Now, thanks to the extraordinary economic measures made necessary by the financial crisis, the incomes available from annuities have sunk to extreme lows. As a consequence, consumers can do themselves considerable damage by failing to shop around before they buy a financial product that must last for the rest of their life and that, once purchased, cannot be traded in or amended. In previous years this problem was—apparently—small enough to ignore. Now that approach will no longer wash and the industry is making belated efforts to make sure people realise they have a choice. But again, why has it taken a financial disaster to make clear the need to do something as basic as this?

If we are only now fixing things that, when set down in black and white, are so obviously unsatisfactory, then we can be no more than a few steps along the road towards a market that works in the interests of the people who pay the wages. That is not to decry the steps that are being taken, and the strong indications that more will follow as the FCA’s approach to protecting consumers evolves, but it’s important to recognise that the changes we have seen so far are a work, as yet, barely in progress.
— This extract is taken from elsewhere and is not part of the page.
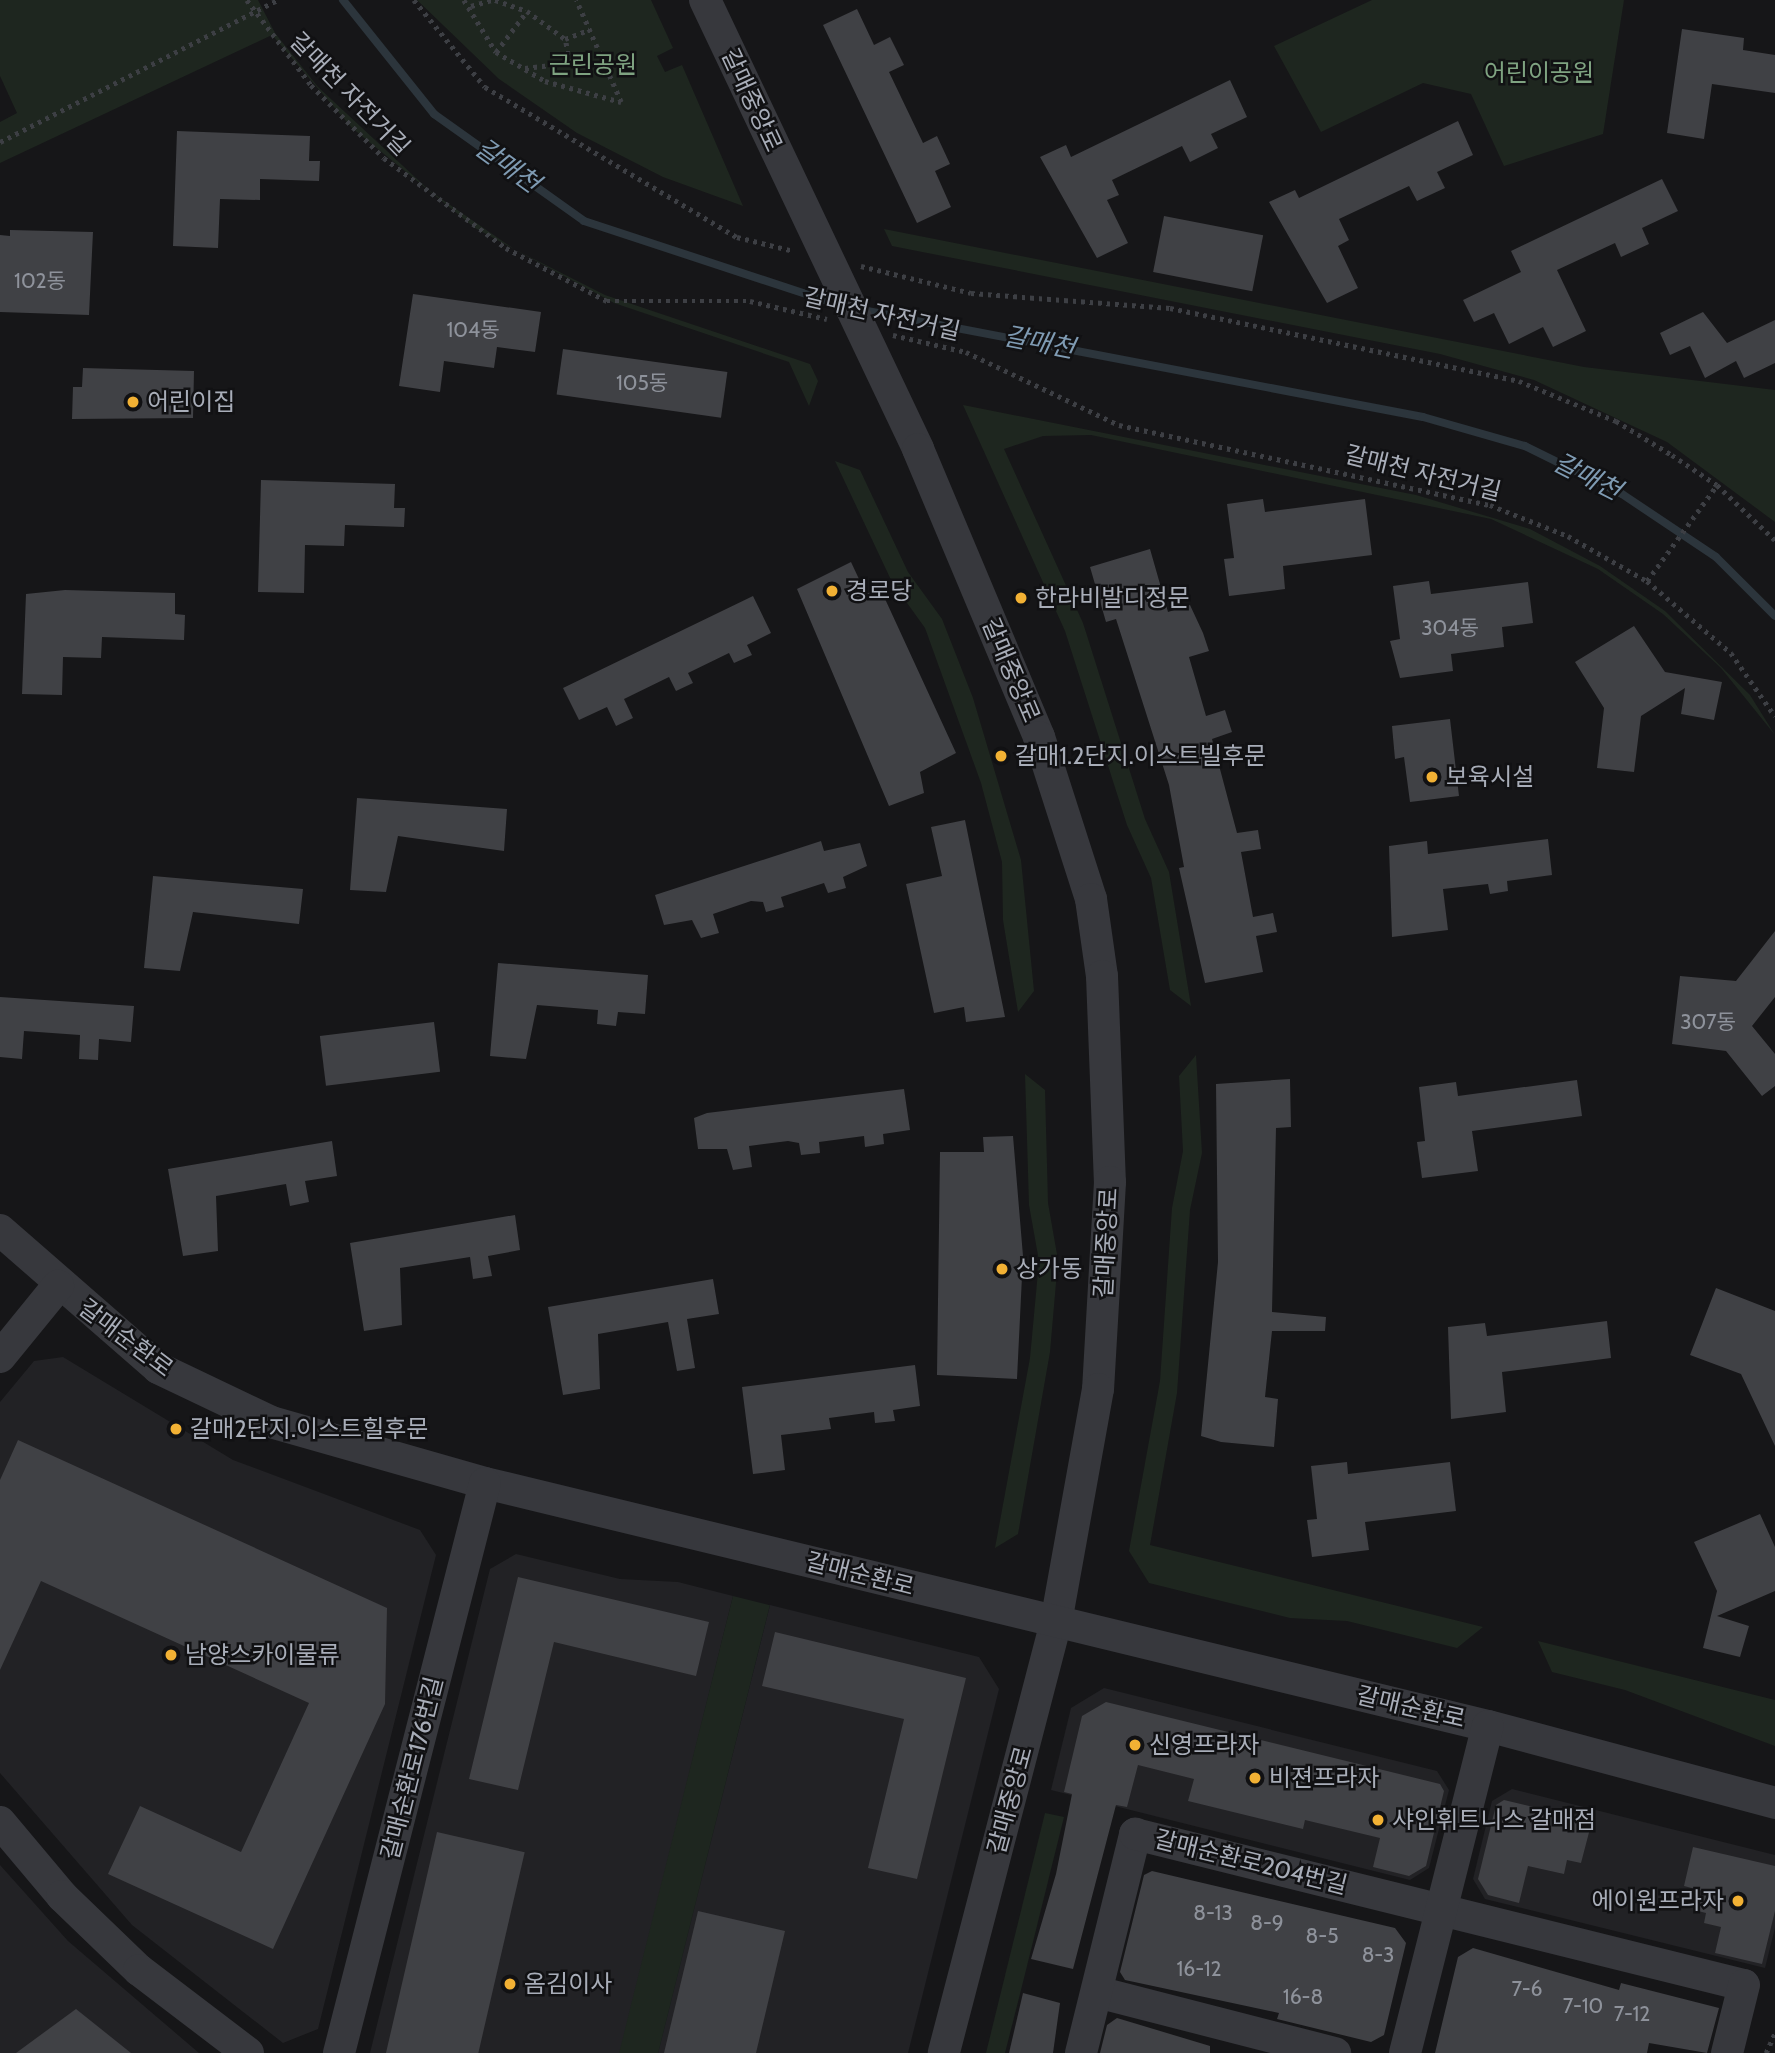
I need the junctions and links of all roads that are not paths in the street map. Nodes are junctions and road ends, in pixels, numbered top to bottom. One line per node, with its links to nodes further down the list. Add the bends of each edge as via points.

Investors today who are relatively confident and knowledgeable have a far better range of tools, data and commentary available to help them navigate the market than was the case a few years ago. The sums we can protect each year in an Isa are far higher now than they were a few years ago (although the rules on pensions are much stingier). Services such as Stockopedia are a godsend to those with the time and inclination to do their own investment research (and the money to make the exercise worthwhile). There are even signs that new providers are emerging that will offer high quality, mass-market investment services at competitive prices: Nutmeg is one eye-catching example; others will surely follow.

But we are less than halfway there, and the basic reason is this: in Britain we like to think we have a large and sophisticated financial services industry, but that’s a misnomer. What we actually have is a large and sophisticated financial products industry, in which service has too frequently been an illusion or, worse, a confidence trick. Too little of what has happened so far will do much to address this fundamental problem.